* Assignment *
Output, exactly and in full, the entries that appear below.

* Data for review *
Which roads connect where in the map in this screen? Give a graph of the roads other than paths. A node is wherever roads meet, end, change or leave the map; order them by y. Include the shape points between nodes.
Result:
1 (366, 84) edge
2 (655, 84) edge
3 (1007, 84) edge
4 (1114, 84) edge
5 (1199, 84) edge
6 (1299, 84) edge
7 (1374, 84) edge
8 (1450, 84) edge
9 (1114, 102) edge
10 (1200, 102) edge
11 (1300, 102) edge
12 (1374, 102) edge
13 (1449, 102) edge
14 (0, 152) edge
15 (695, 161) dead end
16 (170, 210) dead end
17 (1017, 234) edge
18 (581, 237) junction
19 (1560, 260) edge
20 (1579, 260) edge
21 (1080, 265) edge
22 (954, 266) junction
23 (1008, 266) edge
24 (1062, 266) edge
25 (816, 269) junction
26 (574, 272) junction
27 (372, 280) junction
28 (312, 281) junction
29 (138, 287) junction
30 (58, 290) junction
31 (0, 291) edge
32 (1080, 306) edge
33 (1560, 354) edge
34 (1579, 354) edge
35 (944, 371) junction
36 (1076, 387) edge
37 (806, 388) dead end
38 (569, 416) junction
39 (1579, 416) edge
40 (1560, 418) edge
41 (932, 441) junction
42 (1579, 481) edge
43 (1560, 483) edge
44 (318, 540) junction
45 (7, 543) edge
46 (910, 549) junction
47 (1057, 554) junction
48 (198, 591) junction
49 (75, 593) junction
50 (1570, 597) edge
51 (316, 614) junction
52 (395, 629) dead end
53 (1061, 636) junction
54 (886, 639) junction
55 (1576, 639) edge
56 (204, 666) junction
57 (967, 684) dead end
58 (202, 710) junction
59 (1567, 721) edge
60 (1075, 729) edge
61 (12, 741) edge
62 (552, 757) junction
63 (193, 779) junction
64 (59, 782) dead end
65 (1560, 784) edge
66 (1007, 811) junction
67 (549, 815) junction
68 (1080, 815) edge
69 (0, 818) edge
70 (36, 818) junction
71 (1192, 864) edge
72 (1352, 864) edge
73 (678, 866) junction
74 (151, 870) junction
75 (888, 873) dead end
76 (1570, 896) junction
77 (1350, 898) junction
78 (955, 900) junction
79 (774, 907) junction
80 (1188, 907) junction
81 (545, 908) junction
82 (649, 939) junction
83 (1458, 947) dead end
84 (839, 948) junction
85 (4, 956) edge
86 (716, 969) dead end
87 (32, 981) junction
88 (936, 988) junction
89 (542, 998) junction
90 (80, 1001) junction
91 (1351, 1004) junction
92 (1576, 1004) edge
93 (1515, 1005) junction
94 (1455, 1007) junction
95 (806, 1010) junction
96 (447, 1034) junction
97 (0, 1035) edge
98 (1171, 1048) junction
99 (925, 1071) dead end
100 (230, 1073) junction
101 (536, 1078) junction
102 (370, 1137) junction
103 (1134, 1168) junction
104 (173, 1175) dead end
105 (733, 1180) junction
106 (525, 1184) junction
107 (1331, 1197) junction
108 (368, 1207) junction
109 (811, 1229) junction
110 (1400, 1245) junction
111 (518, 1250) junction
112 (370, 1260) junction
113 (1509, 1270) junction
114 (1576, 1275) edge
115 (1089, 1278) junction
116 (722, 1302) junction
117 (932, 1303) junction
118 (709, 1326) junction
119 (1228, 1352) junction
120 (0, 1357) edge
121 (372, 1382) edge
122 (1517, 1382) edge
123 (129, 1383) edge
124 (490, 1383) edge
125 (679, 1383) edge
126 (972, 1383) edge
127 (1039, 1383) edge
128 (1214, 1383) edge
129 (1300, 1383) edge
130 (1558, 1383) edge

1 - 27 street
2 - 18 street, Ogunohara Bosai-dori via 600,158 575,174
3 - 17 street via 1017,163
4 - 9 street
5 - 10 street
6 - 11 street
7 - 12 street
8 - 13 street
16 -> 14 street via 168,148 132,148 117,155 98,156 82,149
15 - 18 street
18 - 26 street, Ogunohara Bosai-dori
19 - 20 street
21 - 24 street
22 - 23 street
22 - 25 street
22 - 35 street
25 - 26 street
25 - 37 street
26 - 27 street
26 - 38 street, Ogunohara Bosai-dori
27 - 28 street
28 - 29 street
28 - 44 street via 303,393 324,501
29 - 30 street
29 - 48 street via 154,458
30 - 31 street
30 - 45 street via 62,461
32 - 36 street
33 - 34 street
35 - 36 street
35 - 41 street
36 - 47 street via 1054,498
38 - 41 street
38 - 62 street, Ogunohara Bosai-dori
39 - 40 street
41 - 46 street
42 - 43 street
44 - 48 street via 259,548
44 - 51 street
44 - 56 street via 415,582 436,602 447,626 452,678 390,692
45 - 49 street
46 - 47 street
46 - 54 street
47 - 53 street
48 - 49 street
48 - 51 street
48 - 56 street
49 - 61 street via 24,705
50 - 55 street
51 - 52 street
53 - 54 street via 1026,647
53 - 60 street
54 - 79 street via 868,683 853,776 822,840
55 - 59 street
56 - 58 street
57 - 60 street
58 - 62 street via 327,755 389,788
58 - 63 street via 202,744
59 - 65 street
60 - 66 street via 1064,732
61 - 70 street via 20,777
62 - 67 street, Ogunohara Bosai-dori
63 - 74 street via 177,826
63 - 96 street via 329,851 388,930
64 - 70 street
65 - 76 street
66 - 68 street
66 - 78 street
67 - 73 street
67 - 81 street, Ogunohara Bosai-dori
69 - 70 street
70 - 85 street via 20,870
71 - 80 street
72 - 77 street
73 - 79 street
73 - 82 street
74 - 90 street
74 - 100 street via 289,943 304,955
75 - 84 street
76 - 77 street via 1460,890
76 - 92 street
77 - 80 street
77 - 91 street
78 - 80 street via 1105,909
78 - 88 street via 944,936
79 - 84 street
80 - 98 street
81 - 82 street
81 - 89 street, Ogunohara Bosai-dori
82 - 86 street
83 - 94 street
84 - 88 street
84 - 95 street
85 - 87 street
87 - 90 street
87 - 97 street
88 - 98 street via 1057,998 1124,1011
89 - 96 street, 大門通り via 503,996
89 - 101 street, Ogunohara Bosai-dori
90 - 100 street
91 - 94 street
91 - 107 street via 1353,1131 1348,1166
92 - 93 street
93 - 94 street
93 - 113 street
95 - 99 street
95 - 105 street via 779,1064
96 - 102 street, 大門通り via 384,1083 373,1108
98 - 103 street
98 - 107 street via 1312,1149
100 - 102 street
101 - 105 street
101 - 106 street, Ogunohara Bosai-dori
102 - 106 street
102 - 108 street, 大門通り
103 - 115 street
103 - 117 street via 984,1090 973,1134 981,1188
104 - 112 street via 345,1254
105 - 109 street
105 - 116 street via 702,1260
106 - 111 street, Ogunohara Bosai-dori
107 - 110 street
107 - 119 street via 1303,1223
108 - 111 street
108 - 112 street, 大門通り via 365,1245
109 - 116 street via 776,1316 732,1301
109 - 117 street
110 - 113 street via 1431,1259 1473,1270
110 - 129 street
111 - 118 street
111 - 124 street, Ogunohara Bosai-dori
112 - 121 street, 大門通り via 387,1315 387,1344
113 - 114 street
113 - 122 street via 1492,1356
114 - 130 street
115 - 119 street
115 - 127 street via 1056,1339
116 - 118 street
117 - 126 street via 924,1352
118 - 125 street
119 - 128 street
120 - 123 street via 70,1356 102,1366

* Response *
Which roads connect where in the map in this screen? Give a graph of the roads other than paths. A node is wherever roads meet, end, change or leave the map; order them by y. Include the shape points between nodes.
Result:
1 (366, 84) edge
2 (655, 84) edge
3 (1007, 84) edge
4 (1114, 84) edge
5 (1199, 84) edge
6 (1299, 84) edge
7 (1374, 84) edge
8 (1450, 84) edge
9 (1114, 102) edge
10 (1200, 102) edge
11 (1300, 102) edge
12 (1374, 102) edge
13 (1449, 102) edge
14 (0, 152) edge
15 (695, 161) dead end
16 (170, 210) dead end
17 (1017, 234) edge
18 (581, 237) junction
19 (1560, 260) edge
20 (1579, 260) edge
21 (1080, 265) edge
22 (954, 266) junction
23 (1008, 266) edge
24 (1062, 266) edge
25 (816, 269) junction
26 (574, 272) junction
27 (372, 280) junction
28 (312, 281) junction
29 (138, 287) junction
30 (58, 290) junction
31 (0, 291) edge
32 (1080, 306) edge
33 (1560, 354) edge
34 (1579, 354) edge
35 (944, 371) junction
36 (1076, 387) edge
37 (806, 388) dead end
38 (569, 416) junction
39 (1579, 416) edge
40 (1560, 418) edge
41 (932, 441) junction
42 (1579, 481) edge
43 (1560, 483) edge
44 (318, 540) junction
45 (7, 543) edge
46 (910, 549) junction
47 (1057, 554) junction
48 (198, 591) junction
49 (75, 593) junction
50 (1570, 597) edge
51 (316, 614) junction
52 (395, 629) dead end
53 (1061, 636) junction
54 (886, 639) junction
55 (1576, 639) edge
56 (204, 666) junction
57 (967, 684) dead end
58 (202, 710) junction
59 (1567, 721) edge
60 (1075, 729) edge
61 (12, 741) edge
62 (552, 757) junction
63 (193, 779) junction
64 (59, 782) dead end
65 (1560, 784) edge
66 (1007, 811) junction
67 (549, 815) junction
68 (1080, 815) edge
69 (0, 818) edge
70 (36, 818) junction
71 (1192, 864) edge
72 (1352, 864) edge
73 (678, 866) junction
74 (151, 870) junction
75 (888, 873) dead end
76 (1570, 896) junction
77 (1350, 898) junction
78 (955, 900) junction
79 (774, 907) junction
80 (1188, 907) junction
81 (545, 908) junction
82 (649, 939) junction
83 (1458, 947) dead end
84 (839, 948) junction
85 (4, 956) edge
86 (716, 969) dead end
87 (32, 981) junction
88 (936, 988) junction
89 (542, 998) junction
90 (80, 1001) junction
91 (1351, 1004) junction
92 (1576, 1004) edge
93 (1515, 1005) junction
94 (1455, 1007) junction
95 (806, 1010) junction
96 (447, 1034) junction
97 (0, 1035) edge
98 (1171, 1048) junction
99 (925, 1071) dead end
100 (230, 1073) junction
101 (536, 1078) junction
102 (370, 1137) junction
103 (1134, 1168) junction
104 (173, 1175) dead end
105 (733, 1180) junction
106 (525, 1184) junction
107 (1331, 1197) junction
108 (368, 1207) junction
109 (811, 1229) junction
110 (1400, 1245) junction
111 (518, 1250) junction
112 (370, 1260) junction
113 (1509, 1270) junction
114 (1576, 1275) edge
115 (1089, 1278) junction
116 (722, 1302) junction
117 (932, 1303) junction
118 (709, 1326) junction
119 (1228, 1352) junction
120 (0, 1357) edge
121 (372, 1382) edge
122 (1517, 1382) edge
123 (129, 1383) edge
124 (490, 1383) edge
125 (679, 1383) edge
126 (972, 1383) edge
127 (1039, 1383) edge
128 (1214, 1383) edge
129 (1300, 1383) edge
130 (1558, 1383) edge

1 - 27 street
2 - 18 street, Ogunohara Bosai-dori via 600,158 575,174
3 - 17 street via 1017,163
4 - 9 street
5 - 10 street
6 - 11 street
7 - 12 street
8 - 13 street
16 -> 14 street via 168,148 132,148 117,155 98,156 82,149
15 - 18 street
18 - 26 street, Ogunohara Bosai-dori
19 - 20 street
21 - 24 street
22 - 23 street
22 - 25 street
22 - 35 street
25 - 26 street
25 - 37 street
26 - 27 street
26 - 38 street, Ogunohara Bosai-dori
27 - 28 street
28 - 29 street
28 - 44 street via 303,393 324,501
29 - 30 street
29 - 48 street via 154,458
30 - 31 street
30 - 45 street via 62,461
32 - 36 street
33 - 34 street
35 - 36 street
35 - 41 street
36 - 47 street via 1054,498
38 - 41 street
38 - 62 street, Ogunohara Bosai-dori
39 - 40 street
41 - 46 street
42 - 43 street
44 - 48 street via 259,548
44 - 51 street
44 - 56 street via 415,582 436,602 447,626 452,678 390,692
45 - 49 street
46 - 47 street
46 - 54 street
47 - 53 street
48 - 49 street
48 - 51 street
48 - 56 street
49 - 61 street via 24,705
50 - 55 street
51 - 52 street
53 - 54 street via 1026,647
53 - 60 street
54 - 79 street via 868,683 853,776 822,840
55 - 59 street
56 - 58 street
57 - 60 street
58 - 62 street via 327,755 389,788
58 - 63 street via 202,744
59 - 65 street
60 - 66 street via 1064,732
61 - 70 street via 20,777
62 - 67 street, Ogunohara Bosai-dori
63 - 74 street via 177,826
63 - 96 street via 329,851 388,930
64 - 70 street
65 - 76 street
66 - 68 street
66 - 78 street
67 - 73 street
67 - 81 street, Ogunohara Bosai-dori
69 - 70 street
70 - 85 street via 20,870
71 - 80 street
72 - 77 street
73 - 79 street
73 - 82 street
74 - 90 street
74 - 100 street via 289,943 304,955
75 - 84 street
76 - 77 street via 1460,890
76 - 92 street
77 - 80 street
77 - 91 street
78 - 80 street via 1105,909
78 - 88 street via 944,936
79 - 84 street
80 - 98 street
81 - 82 street
81 - 89 street, Ogunohara Bosai-dori
82 - 86 street
83 - 94 street
84 - 88 street
84 - 95 street
85 - 87 street
87 - 90 street
87 - 97 street
88 - 98 street via 1057,998 1124,1011
89 - 96 street, 大門通り via 503,996
89 - 101 street, Ogunohara Bosai-dori
90 - 100 street
91 - 94 street
91 - 107 street via 1353,1131 1348,1166
92 - 93 street
93 - 94 street
93 - 113 street
95 - 99 street
95 - 105 street via 779,1064
96 - 102 street, 大門通り via 384,1083 373,1108
98 - 103 street
98 - 107 street via 1312,1149
100 - 102 street
101 - 105 street
101 - 106 street, Ogunohara Bosai-dori
102 - 106 street
102 - 108 street, 大門通り
103 - 115 street
103 - 117 street via 984,1090 973,1134 981,1188
104 - 112 street via 345,1254
105 - 109 street
105 - 116 street via 702,1260
106 - 111 street, Ogunohara Bosai-dori
107 - 110 street
107 - 119 street via 1303,1223
108 - 111 street
108 - 112 street, 大門通り via 365,1245
109 - 116 street via 776,1316 732,1301
109 - 117 street
110 - 113 street via 1431,1259 1473,1270
110 - 129 street
111 - 118 street
111 - 124 street, Ogunohara Bosai-dori
112 - 121 street, 大門通り via 387,1315 387,1344
113 - 114 street
113 - 122 street via 1492,1356
114 - 130 street
115 - 119 street
115 - 127 street via 1056,1339
116 - 118 street
117 - 126 street via 924,1352
118 - 125 street
119 - 128 street
120 - 123 street via 70,1356 102,1366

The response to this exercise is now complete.